By organizing meetings and community conversations, they discovered that the No. 1 problem was family instability, which leads to homelessness, high mobility, and absenteeism.
The families, community activists, and community partners came up with a school improvement plan that became a community school plan. They built about 30 local partnerships to support family health, housing, job security, and enrichment opportunities as well as programs to overcome language barriers. Over time, Webb’s ranking improved—it became the top-performing Title 1 middle school in the district.
“Maintaining the community schools strategy has been key,” says Allen Weeks, who is executive director of Austin Voices for Education and Youth. “Academics work so much better when you are taking care of external factors impacting families and building those opportunities for kids.”

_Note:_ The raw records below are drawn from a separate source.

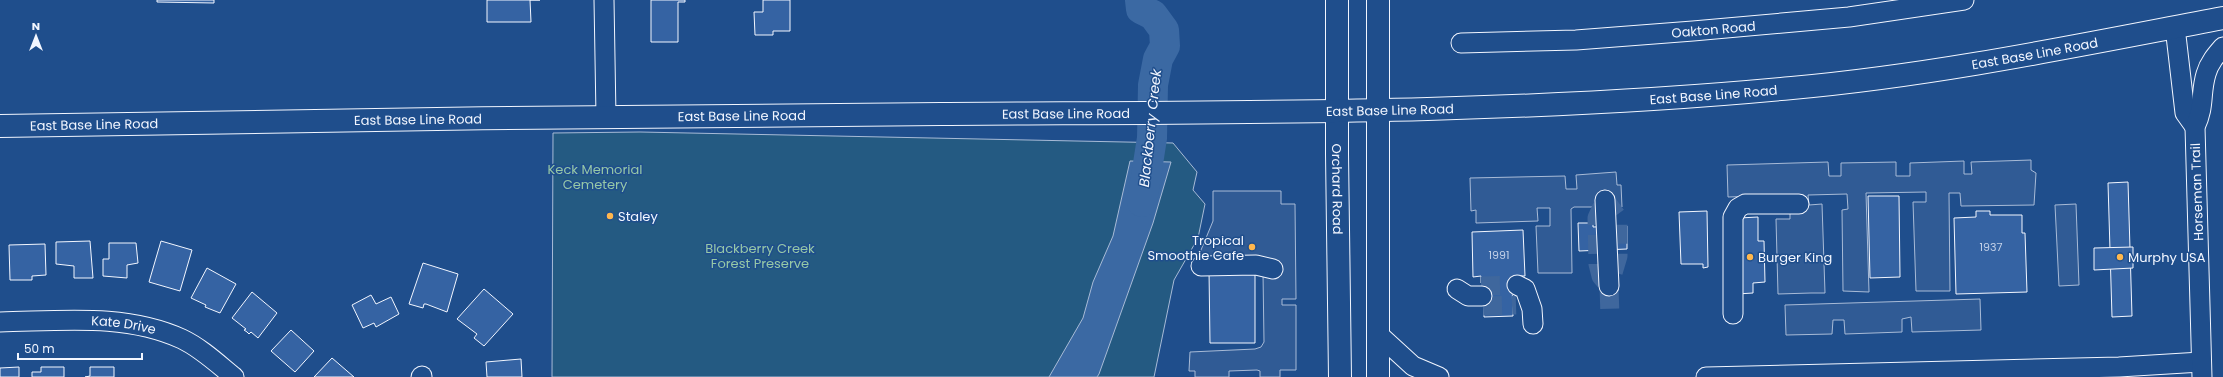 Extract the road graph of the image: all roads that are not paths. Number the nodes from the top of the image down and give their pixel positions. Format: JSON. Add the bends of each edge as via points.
{"nodes":[{"id":1,"x":604,"y":0,"type":"edge"},
{"id":2,"x":1337,"y":0,"type":"edge"},
{"id":3,"x":1378,"y":0,"type":"edge"},
{"id":4,"x":1964,"y":0,"type":"edge"},
{"id":5,"x":2223,"y":18,"type":"edge"},
{"id":6,"x":2175,"y":27,"type":"junction"},
{"id":7,"x":1461,"y":42,"type":"dead end"},
{"id":8,"x":2223,"y":47,"type":"edge"},
{"id":9,"x":1377,"y":110,"type":"junction"},
{"id":10,"x":1337,"y":111,"type":"junction"},
{"id":11,"x":606,"y":116,"type":"junction"},
{"id":12,"x":0,"y":126,"type":"edge"},
{"id":13,"x":2195,"y":126,"type":"junction"},
{"id":14,"x":1605,"y":200,"type":"dead end"},
{"id":15,"x":1799,"y":204,"type":"dead end"},
{"id":16,"x":1201,"y":266,"type":"dead end"},
{"id":17,"x":1274,"y":269,"type":"dead end"},
{"id":18,"x":1609,"y":286,"type":"dead end"},
{"id":19,"x":1457,"y":290,"type":"dead end"},
{"id":20,"x":1482,"y":296,"type":"tunnel mouth"},
{"id":21,"x":1733,"y":314,"type":"dead end"},
{"id":22,"x":0,"y":322,"type":"edge"},
{"id":23,"x":1378,"y":334,"type":"junction"},
{"id":24,"x":2202,"y":369,"type":"edge"},
{"id":25,"x":1337,"y":372,"type":"edge"},
{"id":26,"x":234,"y":377,"type":"edge"},
{"id":27,"x":1378,"y":377,"type":"edge"},
{"id":28,"x":1439,"y":377,"type":"edge"},
{"id":29,"x":1706,"y":377,"type":"edge"}],
"edges":[{"from":1,"to":11,"type":"street"},
{"from":2,"to":10,"type":"main road","name":"Orchard Road"},
{"from":3,"to":9,"type":"main road"},
{"from":4,"to":7,"type":"street","name":"Oakton Road","via":[[1849,17],[1693,31],[1576,40]]},
{"from":5,"to":6,"type":"main road","name":"East Base Line Road"},
{"from":6,"to":9,"type":"main road","name":"East Base Line Road","via":[[1934,70],[1798,88],[1628,102]]},
{"from":6,"to":13,"type":"street","name":"Horseman Trail","via":[[2185,113]]},
{"from":8,"to":13,"type":"street","name":"Horseman Trail","via":[[2213,58],[2206,74],[2202,113]]},
{"from":9,"to":10,"type":"main road","name":"East Base Line Road"},
{"from":9,"to":23,"type":"main road"},
{"from":10,"to":11,"type":"main road","name":"East Base Line Road"},
{"from":10,"to":25,"type":"main road","name":"Orchard Road"},
{"from":11,"to":12,"type":"main road","name":"East Base Line Road"},
{"from":13,"to":24,"type":"street","name":"Horseman Trail"},
{"from":14,"to":18,"type":"street"},
{"from":15,"to":21,"type":"street","via":[[1745,204],[1738,208],[1733,217]]},
{"from":16,"to":17,"type":"street","via":[[1256,265]]},
{"from":19,"to":20,"type":"street","via":[[1467,286]]},
{"from":22,"to":26,"type":"street","name":"Kate Drive","via":[[108,320],[144,325],[183,340]]},
{"from":23,"to":27,"type":"main road"},
{"from":23,"to":28,"type":"street","via":[[1413,366]]},
{"from":24,"to":29,"type":"street","via":[[2119,366]]}]} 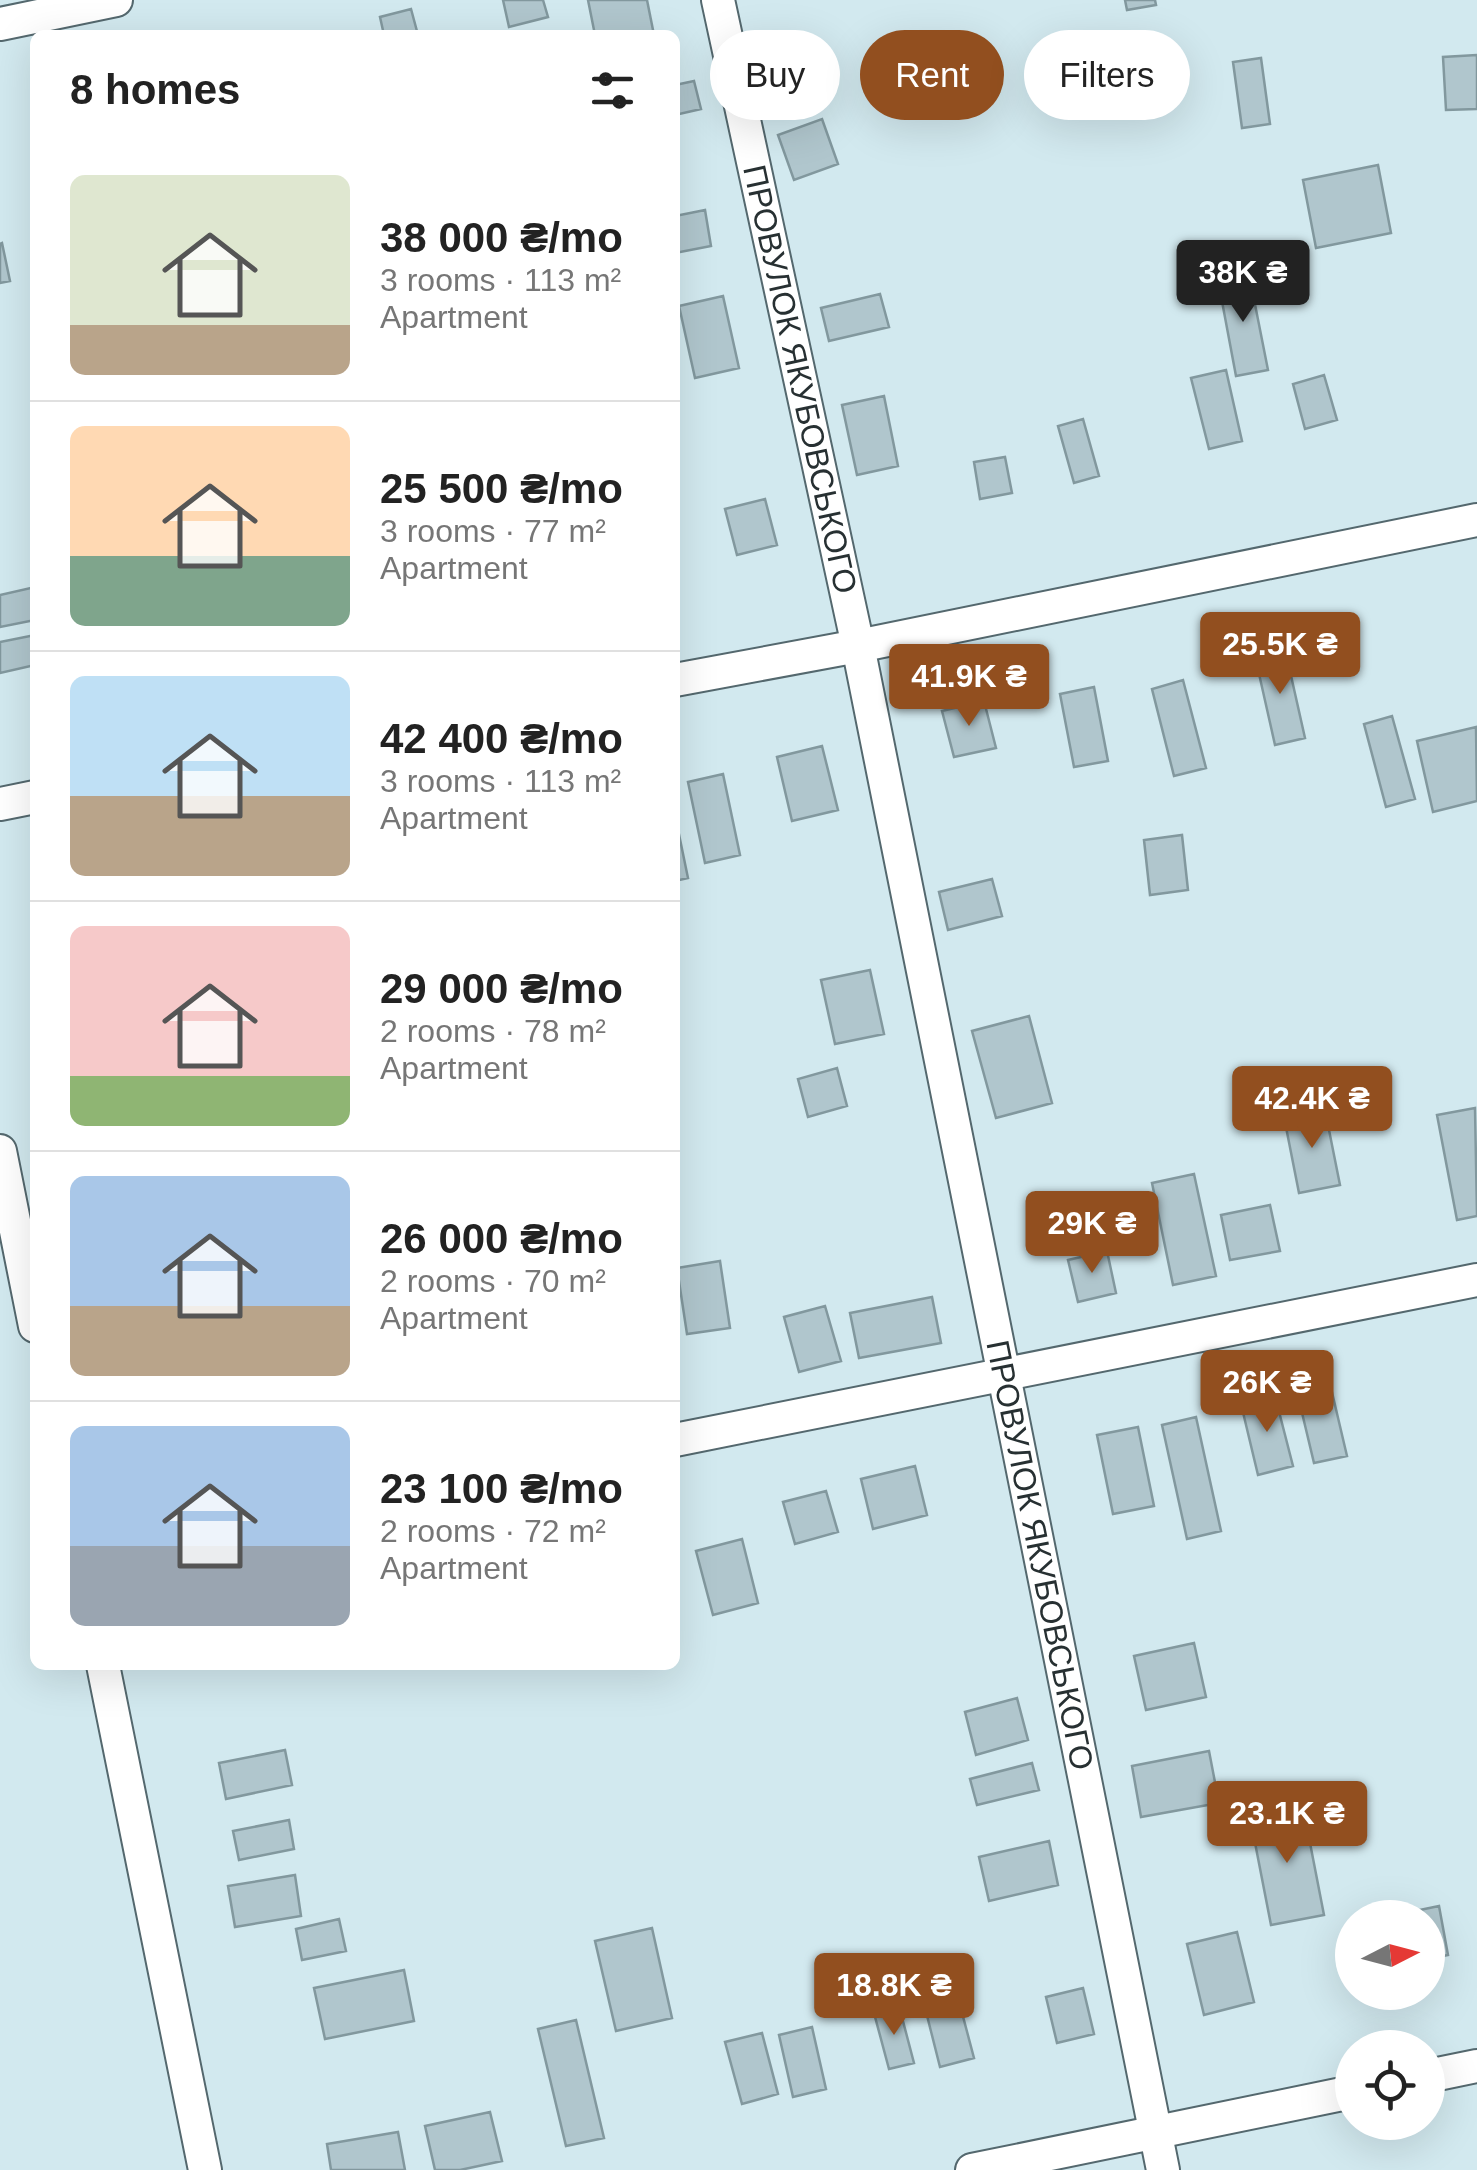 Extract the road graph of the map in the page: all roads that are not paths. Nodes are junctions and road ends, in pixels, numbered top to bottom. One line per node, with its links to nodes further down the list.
1 (116, 0): 3 (street)
2 (718, 0): 5 (street, ПРОВУЛОК ЯКУБОВСЬКОГО)
3 (0, 24)
4 (1477, 520): 5 (street)
5 (858, 646): 6 (street); 12 (street, ПРОВУЛОК ЯКУБОВСЬКОГО)
6 (680, 679)
7 (30, 799): 8 (street)
8 (0, 804)
9 (0, 1151): 11 (street)
10 (1477, 1280): 12 (street)
11 (30, 1301)
12 (1006, 1376): 13 (street); 18 (street, ПРОВУЛОК ЯКУБОВСЬКОГО)
13 (680, 1439)
14 (104, 1670): 19 (street)
15 (1477, 2066): 16 (street)
16 (1445, 2073)
17 (1335, 2095): 18 (street)
18 (1156, 2132): 20 (street); 21 (street, ПРОВУЛОК ЯКУБОВСЬКОГО)
19 (205, 2170)
20 (972, 2170)
21 (1163, 2170)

Community schools address the needs of the school and the community to solve problems, Weeks says. The strategy can turn around a public school that is struggling.
Despite the school’s progress, charter schools are still nipping at the Webb School’s heels.
“To get charters in, the state needs a certain percentage of failing schools to make their narrative work,” he says.
And in Texas, they keep moving the goal posts, and more schools don’t make the grade.
Quote byAllen Weeks , Executive director of Austin Voices for Education and Youth
“According to the privatization narrative, there are too many schools with A’s and B’s, so they are raising the benchmark from 65 percent of students passing the standardized tests to 82 percent,” he says.
The big school districts in the state know the results will be bad. In Dallas, the superintendent said that the number of schools with D’s or F’s will rise from 7 to 27 with the new benchmark.
“They keep moving the standards up and up and up, but I don’t see it as trying to make schools better, because they are not providing the necessary resources for the low-ranked schools,” Weeks says.
Charter schools won’t help those students either.
“Charters cherry pick kids,” Weeks says. “They don’t want to take kids who need extra resources. Charters don’t have the refugees or the homeless or the kids with special needs.”
Those schools, he says, are set up on a franchise business model, and students and families must conform to that one-size-fits-all model or be shut out.
Community schools, on the other hand, are totally customized to the conditions of the neighborhood.
“We live in a hard world, with homelessness, issues with health care and housing affordability, class, and race,” Weeks says. “But we can have great schools if we work together to be thoughtful, positive problem-solvers.”